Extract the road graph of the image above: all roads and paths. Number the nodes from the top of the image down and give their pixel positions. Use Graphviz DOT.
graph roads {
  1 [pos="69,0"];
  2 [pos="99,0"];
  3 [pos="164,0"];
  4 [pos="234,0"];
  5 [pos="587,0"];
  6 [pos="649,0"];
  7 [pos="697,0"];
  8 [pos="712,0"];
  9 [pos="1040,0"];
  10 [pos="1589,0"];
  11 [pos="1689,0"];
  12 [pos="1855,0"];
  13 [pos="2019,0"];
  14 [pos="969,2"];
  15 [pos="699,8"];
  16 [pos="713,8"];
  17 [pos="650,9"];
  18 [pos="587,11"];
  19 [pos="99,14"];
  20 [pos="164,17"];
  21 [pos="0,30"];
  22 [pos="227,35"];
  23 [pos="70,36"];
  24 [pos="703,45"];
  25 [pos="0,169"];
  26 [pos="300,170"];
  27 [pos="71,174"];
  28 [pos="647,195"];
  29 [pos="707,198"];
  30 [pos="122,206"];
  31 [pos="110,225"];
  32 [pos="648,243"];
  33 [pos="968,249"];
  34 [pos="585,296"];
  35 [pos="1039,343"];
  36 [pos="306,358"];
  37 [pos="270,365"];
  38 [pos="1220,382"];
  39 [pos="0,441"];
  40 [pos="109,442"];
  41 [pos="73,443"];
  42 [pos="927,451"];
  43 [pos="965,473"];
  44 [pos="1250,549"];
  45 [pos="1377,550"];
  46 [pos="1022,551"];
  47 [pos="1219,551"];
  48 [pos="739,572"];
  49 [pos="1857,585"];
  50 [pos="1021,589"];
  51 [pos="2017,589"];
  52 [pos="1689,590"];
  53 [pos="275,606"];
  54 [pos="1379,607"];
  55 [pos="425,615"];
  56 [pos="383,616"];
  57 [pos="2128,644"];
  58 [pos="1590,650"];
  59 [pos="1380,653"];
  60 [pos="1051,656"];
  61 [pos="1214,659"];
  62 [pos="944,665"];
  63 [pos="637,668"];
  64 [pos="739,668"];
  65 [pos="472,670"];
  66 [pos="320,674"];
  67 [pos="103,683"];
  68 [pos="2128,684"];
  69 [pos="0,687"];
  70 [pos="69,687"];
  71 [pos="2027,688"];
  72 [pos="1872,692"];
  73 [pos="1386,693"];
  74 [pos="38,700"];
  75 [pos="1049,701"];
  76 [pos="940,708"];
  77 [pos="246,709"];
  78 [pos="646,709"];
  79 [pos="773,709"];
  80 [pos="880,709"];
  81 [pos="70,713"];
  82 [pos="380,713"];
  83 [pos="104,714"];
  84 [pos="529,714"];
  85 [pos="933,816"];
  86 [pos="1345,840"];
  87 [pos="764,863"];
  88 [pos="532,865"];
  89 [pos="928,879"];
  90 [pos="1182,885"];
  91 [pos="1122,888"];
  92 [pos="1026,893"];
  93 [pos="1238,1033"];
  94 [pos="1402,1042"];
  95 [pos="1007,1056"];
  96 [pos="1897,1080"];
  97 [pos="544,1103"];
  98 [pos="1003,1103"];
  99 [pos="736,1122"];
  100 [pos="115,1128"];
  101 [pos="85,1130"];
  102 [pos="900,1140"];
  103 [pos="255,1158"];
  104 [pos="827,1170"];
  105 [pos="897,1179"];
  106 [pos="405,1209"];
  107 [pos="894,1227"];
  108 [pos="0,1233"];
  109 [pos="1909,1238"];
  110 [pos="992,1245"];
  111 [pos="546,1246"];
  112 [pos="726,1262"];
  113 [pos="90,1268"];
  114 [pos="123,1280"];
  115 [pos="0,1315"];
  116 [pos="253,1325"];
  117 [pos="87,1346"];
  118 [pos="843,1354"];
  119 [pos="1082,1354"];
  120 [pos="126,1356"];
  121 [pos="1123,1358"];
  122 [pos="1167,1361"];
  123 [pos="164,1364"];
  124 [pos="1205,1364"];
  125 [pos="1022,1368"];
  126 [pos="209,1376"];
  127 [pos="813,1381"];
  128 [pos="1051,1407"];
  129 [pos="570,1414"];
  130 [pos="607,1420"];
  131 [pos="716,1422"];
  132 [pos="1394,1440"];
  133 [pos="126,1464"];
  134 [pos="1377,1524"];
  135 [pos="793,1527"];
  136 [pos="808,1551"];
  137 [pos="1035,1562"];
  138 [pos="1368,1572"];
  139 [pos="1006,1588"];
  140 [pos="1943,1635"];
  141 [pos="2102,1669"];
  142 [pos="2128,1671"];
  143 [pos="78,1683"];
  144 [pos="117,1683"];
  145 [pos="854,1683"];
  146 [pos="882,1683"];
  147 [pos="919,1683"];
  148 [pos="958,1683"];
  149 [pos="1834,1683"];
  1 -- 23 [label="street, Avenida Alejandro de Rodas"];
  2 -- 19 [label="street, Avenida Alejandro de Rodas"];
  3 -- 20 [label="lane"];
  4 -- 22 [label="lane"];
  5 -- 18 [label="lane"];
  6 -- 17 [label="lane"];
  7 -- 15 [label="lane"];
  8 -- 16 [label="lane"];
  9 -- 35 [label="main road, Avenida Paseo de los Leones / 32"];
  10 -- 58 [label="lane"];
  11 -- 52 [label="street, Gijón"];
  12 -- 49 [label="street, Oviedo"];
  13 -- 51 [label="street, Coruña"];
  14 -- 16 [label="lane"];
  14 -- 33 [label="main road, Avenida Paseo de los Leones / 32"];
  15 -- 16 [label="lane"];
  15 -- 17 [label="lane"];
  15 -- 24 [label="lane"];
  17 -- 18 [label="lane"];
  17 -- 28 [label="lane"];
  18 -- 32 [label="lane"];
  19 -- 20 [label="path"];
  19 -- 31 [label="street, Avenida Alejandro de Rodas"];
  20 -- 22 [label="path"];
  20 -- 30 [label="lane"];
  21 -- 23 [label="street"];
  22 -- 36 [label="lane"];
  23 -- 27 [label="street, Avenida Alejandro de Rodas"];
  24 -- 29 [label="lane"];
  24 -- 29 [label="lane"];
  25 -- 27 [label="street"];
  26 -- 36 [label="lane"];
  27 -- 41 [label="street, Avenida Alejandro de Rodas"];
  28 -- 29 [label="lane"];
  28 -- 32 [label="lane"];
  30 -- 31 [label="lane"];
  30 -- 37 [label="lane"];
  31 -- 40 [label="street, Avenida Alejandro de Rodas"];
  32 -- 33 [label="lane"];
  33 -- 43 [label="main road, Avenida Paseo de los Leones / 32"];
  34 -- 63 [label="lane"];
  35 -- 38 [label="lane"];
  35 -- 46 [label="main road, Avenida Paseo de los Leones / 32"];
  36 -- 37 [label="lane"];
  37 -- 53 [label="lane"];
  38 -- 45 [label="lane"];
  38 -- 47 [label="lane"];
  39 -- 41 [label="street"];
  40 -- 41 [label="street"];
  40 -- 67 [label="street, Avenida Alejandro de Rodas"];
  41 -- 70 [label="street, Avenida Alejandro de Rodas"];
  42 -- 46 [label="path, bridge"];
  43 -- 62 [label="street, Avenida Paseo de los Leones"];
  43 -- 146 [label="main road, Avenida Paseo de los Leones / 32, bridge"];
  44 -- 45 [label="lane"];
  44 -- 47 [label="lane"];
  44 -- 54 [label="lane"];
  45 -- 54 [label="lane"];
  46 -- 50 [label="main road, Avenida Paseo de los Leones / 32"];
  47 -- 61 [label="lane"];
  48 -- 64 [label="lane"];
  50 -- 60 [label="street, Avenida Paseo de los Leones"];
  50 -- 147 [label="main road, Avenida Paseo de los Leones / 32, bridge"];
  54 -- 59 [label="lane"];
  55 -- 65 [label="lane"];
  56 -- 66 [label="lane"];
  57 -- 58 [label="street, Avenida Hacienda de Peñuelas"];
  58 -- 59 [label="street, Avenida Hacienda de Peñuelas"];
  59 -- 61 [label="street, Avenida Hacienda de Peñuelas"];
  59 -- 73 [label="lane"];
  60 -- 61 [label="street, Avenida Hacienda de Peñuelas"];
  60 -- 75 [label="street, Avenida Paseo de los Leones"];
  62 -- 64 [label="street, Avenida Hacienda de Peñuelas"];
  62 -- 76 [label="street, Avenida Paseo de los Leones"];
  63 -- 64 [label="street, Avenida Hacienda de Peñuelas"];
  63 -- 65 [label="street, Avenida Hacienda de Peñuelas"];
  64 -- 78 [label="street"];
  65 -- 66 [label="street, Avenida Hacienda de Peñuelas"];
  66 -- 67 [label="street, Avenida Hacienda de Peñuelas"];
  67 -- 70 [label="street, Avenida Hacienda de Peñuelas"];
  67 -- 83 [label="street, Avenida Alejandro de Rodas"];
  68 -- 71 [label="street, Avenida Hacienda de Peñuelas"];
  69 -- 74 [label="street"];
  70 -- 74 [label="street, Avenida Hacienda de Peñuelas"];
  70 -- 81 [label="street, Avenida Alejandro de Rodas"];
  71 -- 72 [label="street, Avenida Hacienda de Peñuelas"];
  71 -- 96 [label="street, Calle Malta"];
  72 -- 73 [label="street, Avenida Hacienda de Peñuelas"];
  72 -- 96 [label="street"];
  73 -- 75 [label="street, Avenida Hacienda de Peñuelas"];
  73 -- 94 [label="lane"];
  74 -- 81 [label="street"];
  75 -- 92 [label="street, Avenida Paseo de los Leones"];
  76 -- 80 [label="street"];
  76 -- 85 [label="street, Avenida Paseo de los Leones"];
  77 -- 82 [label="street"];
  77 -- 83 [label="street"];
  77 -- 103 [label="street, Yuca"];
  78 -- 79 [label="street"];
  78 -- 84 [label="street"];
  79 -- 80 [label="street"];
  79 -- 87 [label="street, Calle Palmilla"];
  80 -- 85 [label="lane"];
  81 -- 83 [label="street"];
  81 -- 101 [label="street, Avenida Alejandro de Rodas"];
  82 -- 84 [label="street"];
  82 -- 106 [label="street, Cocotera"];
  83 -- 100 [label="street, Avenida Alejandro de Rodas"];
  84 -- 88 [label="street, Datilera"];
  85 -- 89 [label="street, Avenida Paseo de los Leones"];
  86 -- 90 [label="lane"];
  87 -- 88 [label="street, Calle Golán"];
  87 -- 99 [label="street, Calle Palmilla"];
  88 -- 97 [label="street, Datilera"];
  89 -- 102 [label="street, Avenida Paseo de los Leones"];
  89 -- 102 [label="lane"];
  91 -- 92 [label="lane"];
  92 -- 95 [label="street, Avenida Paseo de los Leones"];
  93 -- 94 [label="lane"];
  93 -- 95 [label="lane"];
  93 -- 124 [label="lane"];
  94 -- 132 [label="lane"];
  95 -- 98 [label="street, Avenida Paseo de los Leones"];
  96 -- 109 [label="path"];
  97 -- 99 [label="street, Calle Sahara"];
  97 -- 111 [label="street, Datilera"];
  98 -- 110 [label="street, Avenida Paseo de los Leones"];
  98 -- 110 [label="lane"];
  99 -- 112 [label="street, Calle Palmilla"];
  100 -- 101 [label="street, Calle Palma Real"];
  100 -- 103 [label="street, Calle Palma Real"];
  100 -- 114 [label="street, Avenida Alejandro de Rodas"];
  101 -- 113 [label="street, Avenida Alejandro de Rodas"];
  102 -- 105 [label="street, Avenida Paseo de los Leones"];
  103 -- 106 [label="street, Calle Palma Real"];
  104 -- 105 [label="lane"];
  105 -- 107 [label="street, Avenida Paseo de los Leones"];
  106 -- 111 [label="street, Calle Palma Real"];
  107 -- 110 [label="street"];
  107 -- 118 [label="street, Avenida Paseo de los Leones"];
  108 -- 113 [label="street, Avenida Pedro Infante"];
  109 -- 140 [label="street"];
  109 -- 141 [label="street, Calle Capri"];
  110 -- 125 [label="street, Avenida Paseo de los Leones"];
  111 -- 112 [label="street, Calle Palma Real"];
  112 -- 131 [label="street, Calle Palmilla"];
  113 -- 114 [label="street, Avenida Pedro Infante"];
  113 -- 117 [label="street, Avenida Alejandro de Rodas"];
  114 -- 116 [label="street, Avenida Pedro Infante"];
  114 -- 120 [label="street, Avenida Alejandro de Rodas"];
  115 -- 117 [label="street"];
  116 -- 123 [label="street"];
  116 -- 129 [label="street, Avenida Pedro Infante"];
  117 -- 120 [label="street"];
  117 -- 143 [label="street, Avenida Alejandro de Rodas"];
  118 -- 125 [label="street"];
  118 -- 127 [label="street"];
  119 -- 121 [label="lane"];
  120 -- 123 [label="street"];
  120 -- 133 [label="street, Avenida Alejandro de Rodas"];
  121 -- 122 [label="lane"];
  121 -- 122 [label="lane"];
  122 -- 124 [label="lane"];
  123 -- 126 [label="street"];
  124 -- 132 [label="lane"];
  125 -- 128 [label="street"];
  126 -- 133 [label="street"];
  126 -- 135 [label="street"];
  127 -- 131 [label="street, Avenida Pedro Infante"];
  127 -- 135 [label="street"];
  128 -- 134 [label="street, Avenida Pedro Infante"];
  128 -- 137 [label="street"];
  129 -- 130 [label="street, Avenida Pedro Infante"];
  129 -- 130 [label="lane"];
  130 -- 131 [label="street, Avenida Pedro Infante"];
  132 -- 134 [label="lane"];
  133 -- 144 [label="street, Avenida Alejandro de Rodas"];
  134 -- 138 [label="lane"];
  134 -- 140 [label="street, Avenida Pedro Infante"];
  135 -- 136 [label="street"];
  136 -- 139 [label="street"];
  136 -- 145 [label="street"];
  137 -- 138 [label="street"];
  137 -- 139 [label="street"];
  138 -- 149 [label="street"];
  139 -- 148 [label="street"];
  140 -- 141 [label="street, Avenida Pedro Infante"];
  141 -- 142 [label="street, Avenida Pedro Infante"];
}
◆ ◆ ◆ ◆
Wherever the string "Palma" appears in the listing above, show the whole line.

  100 -- 101 [label="street, Calle Palma Real"];
  100 -- 103 [label="street, Calle Palma Real"];
  103 -- 106 [label="street, Calle Palma Real"];
  106 -- 111 [label="street, Calle Palma Real"];
  111 -- 112 [label="street, Calle Palma Real"];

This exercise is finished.